UK inflation rate's unexpected drop takes pressure off BoE

A bus passes the Bank of England in London.
A bus passes the Bank of England in London. PHOTO: REUTERS

LONDON (BLOOMBERG) - Inflation in the United Kingdom unexpectedly slowed in June, giving respite to Bank of England policy makers concerned that price growth was getting out of hand.

The inflation rate slipped to 2.6 per cent, the Office for National Statistics said on Tuesday. It's the first drop in the annual rate since October, and economists had forecast that it would hold at the four-year high of 2.9 per cent reached in May.

The data weakens arguments for an immediate interest-rate hike that a minority of policy makers supported at the last BOE decision as inflation looked set veer further above the 2 per cent target. There are also signs economic growth is cooling as consumers, the engine of growth for the past year, start to rein in spending.

The pound reversed gains to fall 0.2 per cent to US$1.3024 as of 9:38 a.m. in London.

Motor fuels and recreation items such as games were the main contributors to the lower inflation rate, the report said. Core inflation - which excludes volatile food and energy prices - slipped to 2.4 per cent from 2.6 per cent in May. Food prices fell 0.2 per cent on the month.

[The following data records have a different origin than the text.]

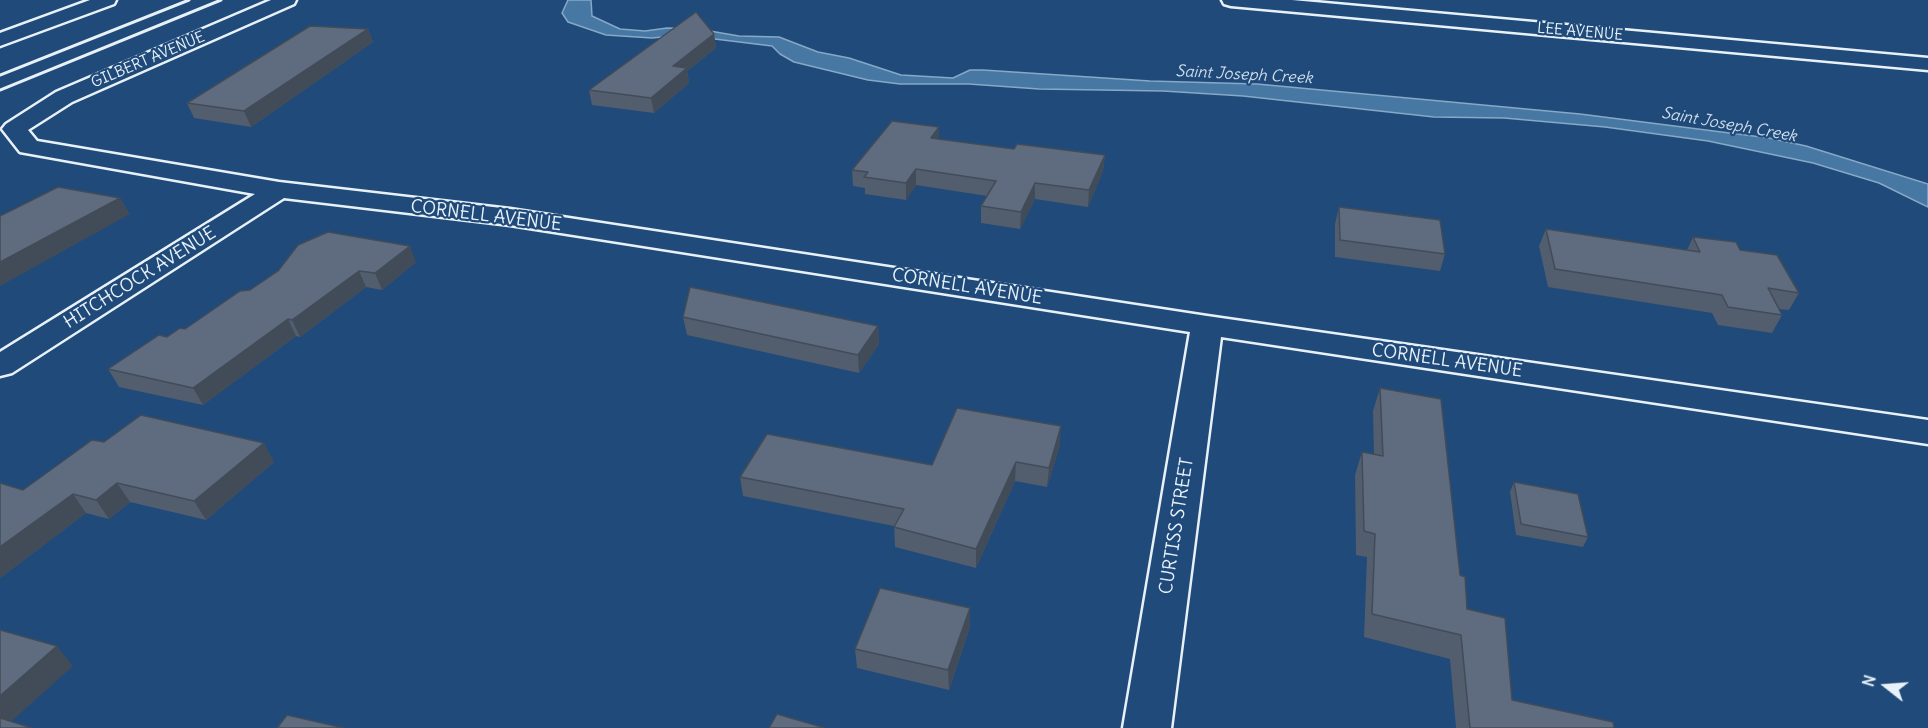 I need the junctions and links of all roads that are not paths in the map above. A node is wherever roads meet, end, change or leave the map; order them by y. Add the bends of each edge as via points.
1 (107, 0) edge
2 (286, 0) edge
3 (1231, 0) edge
4 (0, 40) edge
5 (1928, 64) edge
6 (14, 129) joint
7 (279, 190) junction
8 (1208, 325) junction
9 (0, 366) edge
10 (1928, 432) edge
11 (1147, 728) edge

1 - 4 street
2 - 6 street, GILBERT AVENUE via 64,97
3 - 5 street, LEE AVENUE
6 - 7 street, CORNELL AVENUE via 29,147
7 - 8 street, CORNELL AVENUE via 521,219
7 - 9 street, HITCHCOCK AVENUE
8 - 10 street, CORNELL AVENUE
8 - 11 street, CURTISS STREET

The pound's 12 per cent decline since the UK voted to leave the European Union has helped fuel a pickup in prices. There are signs that pressure is now easing. Import prices for factories slipped 0.2 per cent on the month and the annual rate of gains slowed to 9.9 per cent from 12.3 per cent.

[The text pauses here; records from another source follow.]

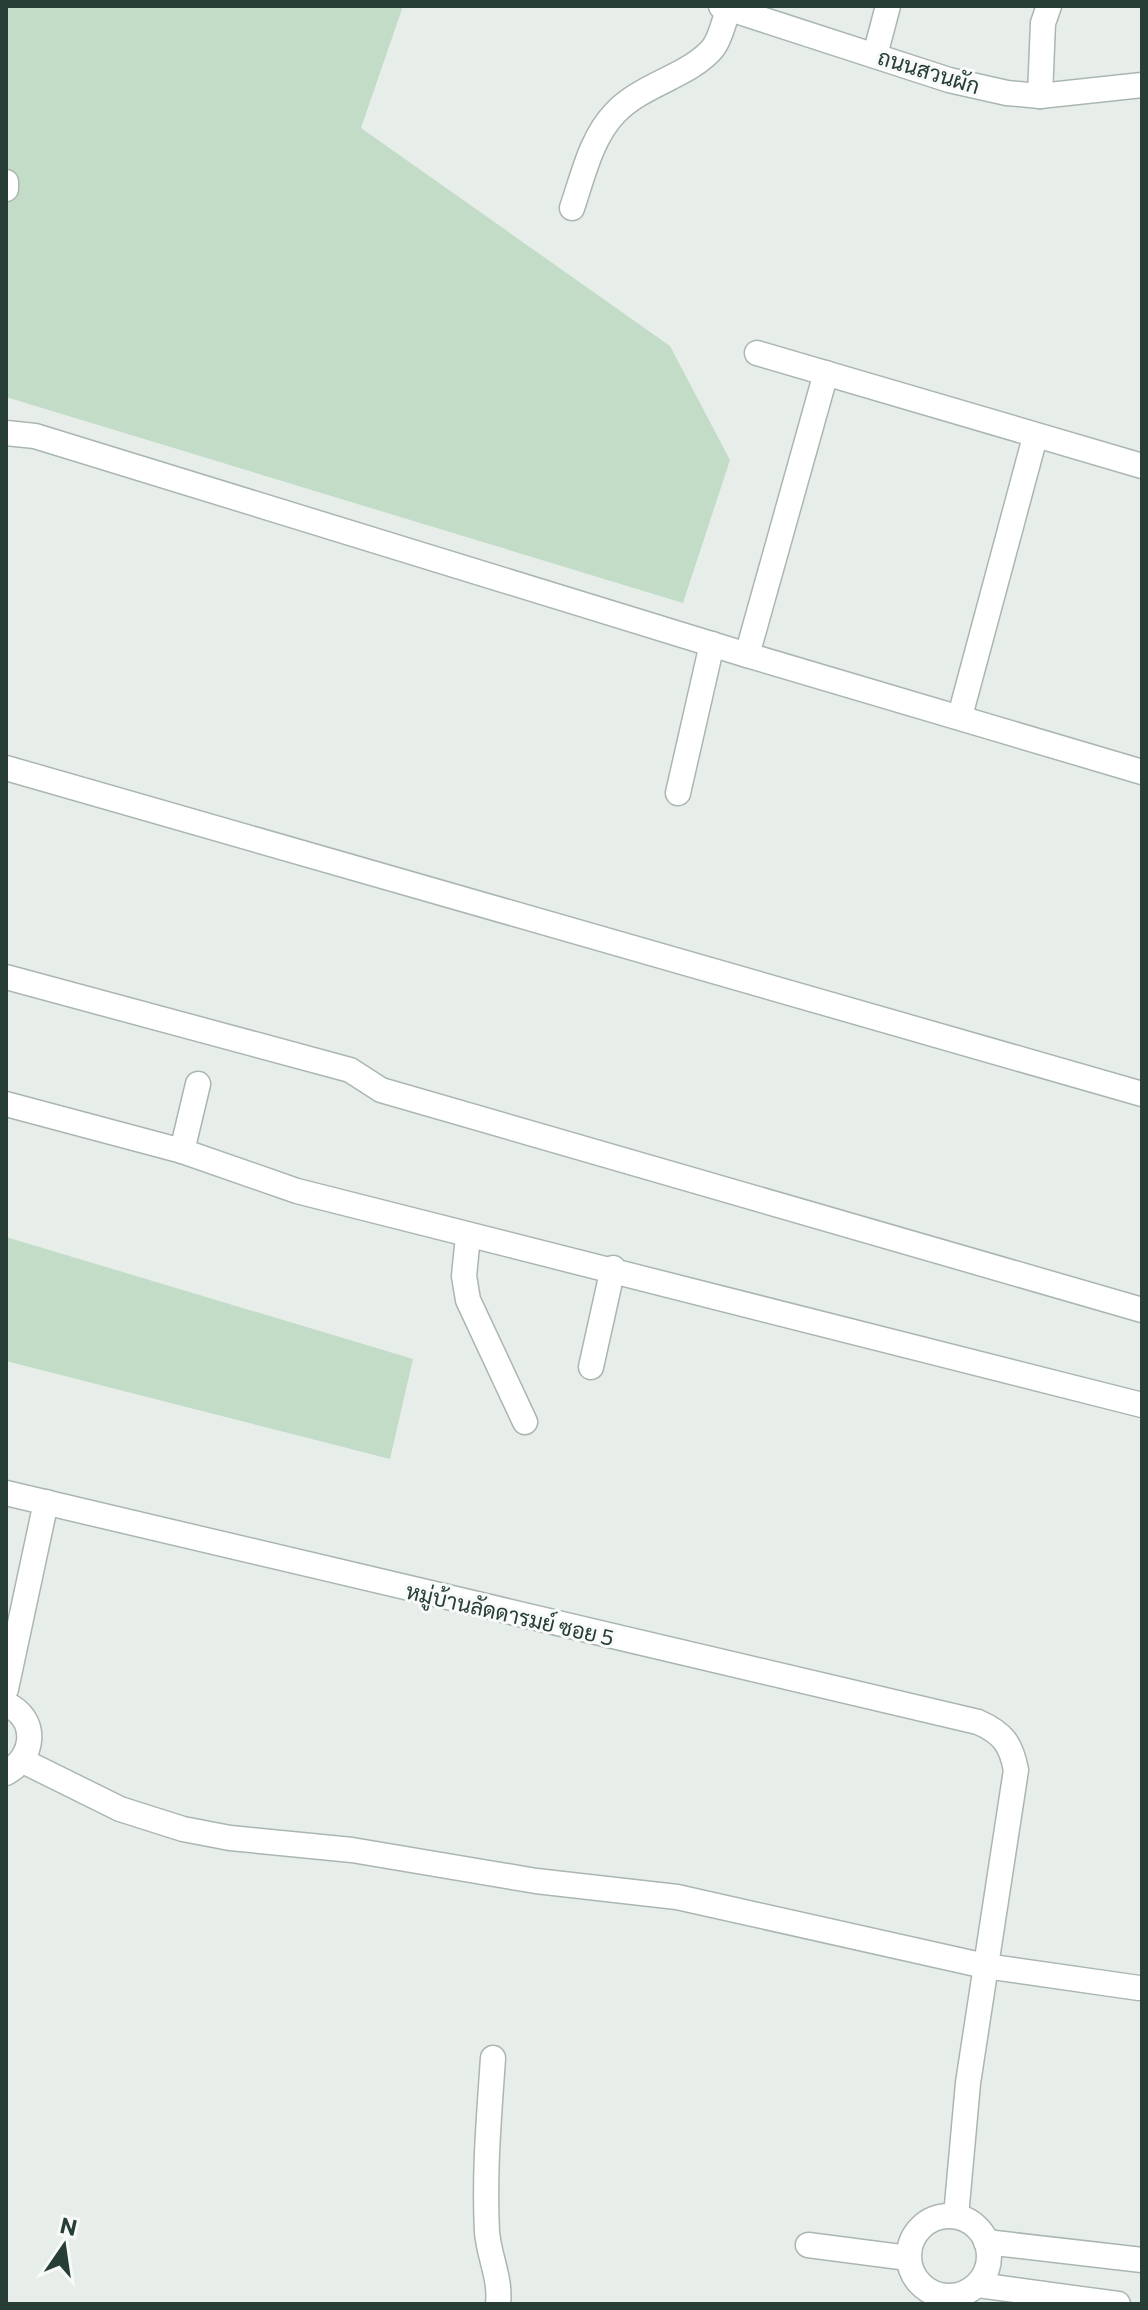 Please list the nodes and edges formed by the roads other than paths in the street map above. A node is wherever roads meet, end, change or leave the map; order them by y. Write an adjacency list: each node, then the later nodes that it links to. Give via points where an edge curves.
1 (888, 6): 4 (street)
2 (1049, 6): 6 (street, via 1043,23)
3 (725, 7): 4 (street, ถนนสวนผัก); 9 (street, via 714,47 613,114 597,139)
4 (875, 55): 6 (street, ถนนสวนผัก, via 949,80)
5 (1142, 85): 6 (street, ถนนสวนผัก)
6 (1040, 96)
7 (6, 182): 8 (street)
8 (6, 189)
9 (572, 208)
10 (757, 353): 11 (street)
11 (826, 373): 13 (street); 16 (street)
12 (6, 433): 15 (street, via 35,436)
13 (1035, 437): 14 (street); 17 (street)
14 (1142, 466)
15 (712, 644): 16 (street); 20 (street)
16 (747, 655): 17 (street)
17 (960, 716): 19 (street)
18 (6, 768): 23 (street)
19 (1142, 772)
20 (678, 793)
21 (6, 977): 28 (street, via 350,1070 381,1090)
22 (198, 1084): 25 (street)
23 (1142, 1094)
24 (6, 1104): 25 (street)
25 (182, 1151): 26 (street, via 297,1191)
26 (468, 1236): 27 (street); 31 (street, via 468,1300)
27 (613, 1268): 29 (street); 30 (street)
28 (1142, 1310)
29 (591, 1367)
30 (1142, 1405)
31 (525, 1422)
32 (6, 1493): 33 (street, หมู่บ้านลัดดารมย์ ซอย 5)
33 (46, 1502): 34 (street); 37 (street, หมู่บ้านลัดดารมย์ ซอย 5, via 997,1730 1009,1743 1016,1770)
34 (6, 1689)
35 (6, 1704): 36 (street, via 23,1716 30,1738)
36 (14, 1767): 37 (street, via 183,1829 677,1897)
37 (985, 1966): 38 (street); 40 (street)
38 (1139, 1988)
39 (493, 2058): 46 (street, via 484,2169 488,2252 500,2288)
40 (956, 2216): 41 (street, via 974,2225); 43 (street, via 928,2221 917,2231)
41 (986, 2242): 44 (street); 45 (street, via 986,2269)
42 (808, 2245): 43 (street)
43 (908, 2258): 45 (street, via 922,2286 936,2294 952,2295)
44 (1142, 2260)
45 (978, 2285): 47 (street)
46 (498, 2304)
47 (1118, 2304)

The BOE announces its next policy decision and publishes new forecasts on Aug. 3. Officials voted 5-3 to keep rates on hold last month and have been drawing the battle lines in recent weeks over whether to stifle rising inflation. While the economy has held up better than many expected in the wake of the Brexit referendum, growth slowed to 0.2 per cent in the first quarter of the year.

Governor Mark Carney has said he's looking at how consumers react to faster price gains in determining whether he'll support tighter monetary policy. Chief Economist Andy Haldane last month indicated he may start voting for a rate increase soon.